On several occasions I have warned you about the human-caused destruction of the world's oceans. One key aspect of this catastrophe is the collapse of various important fisheries, which has a devastating effect on ocean ecosystems. Eventually, the oceans will be all but dead, almost bereft of animal life. Honestly, marine scientists don't really know how much havoc we're wreaking by overfishing various important species, but as our knowledge grows, we'll learn in the end that the outcome of such wanton destruction is not benign. It never is.

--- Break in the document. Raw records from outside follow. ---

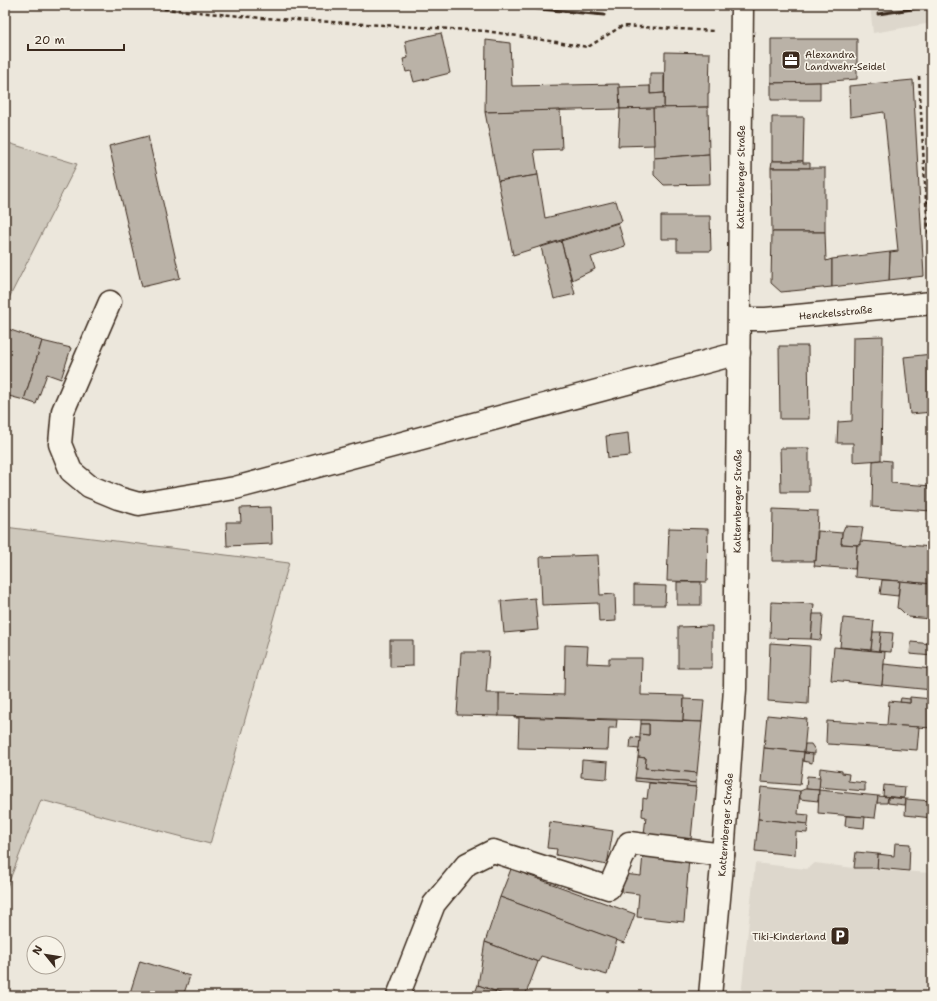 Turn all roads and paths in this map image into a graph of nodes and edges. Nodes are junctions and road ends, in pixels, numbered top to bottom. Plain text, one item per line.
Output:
1 (122, 5) edge
2 (742, 5) edge
3 (717, 31) dead end
4 (919, 76) dead end
5 (926, 202) junction
6 (932, 202) edge
7 (932, 272) edge
8 (110, 302) dead end
9 (932, 303) edge
10 (740, 319) junction
11 (739, 352) junction
12 (723, 855) junction
13 (398, 996) edge
14 (710, 996) edge

1 - 3 path
2 - 10 street, Katternberger Straße
4 - 5 path
5 - 6 path
5 - 7 path
8 - 11 street
9 - 10 street, Henckelsstraße
10 - 11 street, Katternberger Straße
11 - 12 street, Katternberger Straße
12 - 13 street
12 - 14 street, Katternberger Straße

The New York Times has come out with a report detailing the decimation of the Jack Mackerel fishery (species Trachurus murphyi) off the coasts of Chile and Peru. The indiscriminate slaughter of these fish looks just like the destruction of the cod fishery off New England and eastern Canada in the northwest Atlantic in the 1990s. From In Mackerel's Plunder, Hints of Epic Fish Collapse—
TALCAHUANO, Chile — Eric Pineda, a dock agent in this old port south of Santiago, peered deep into the Achernar’s hold at a measly 10 tons of jack mackerel — the catch after four days in waters once so rich they filled the 17-meter fishing boat in a few hours.
Mr. Pineda, like everyone here, grew up with the bony, bronze-hued fish they call jurel, which roams in schools in the southern Pacific.
“It’s going fast,” he said as he looked at the 57-foot boat. “We’ve got to fish harder before it’s all gone.” Asked what he would leave his son, he shrugged: “He’ll have to find something else.”
[My note — Did you catch that? We've got to fish harder before it's all gone.]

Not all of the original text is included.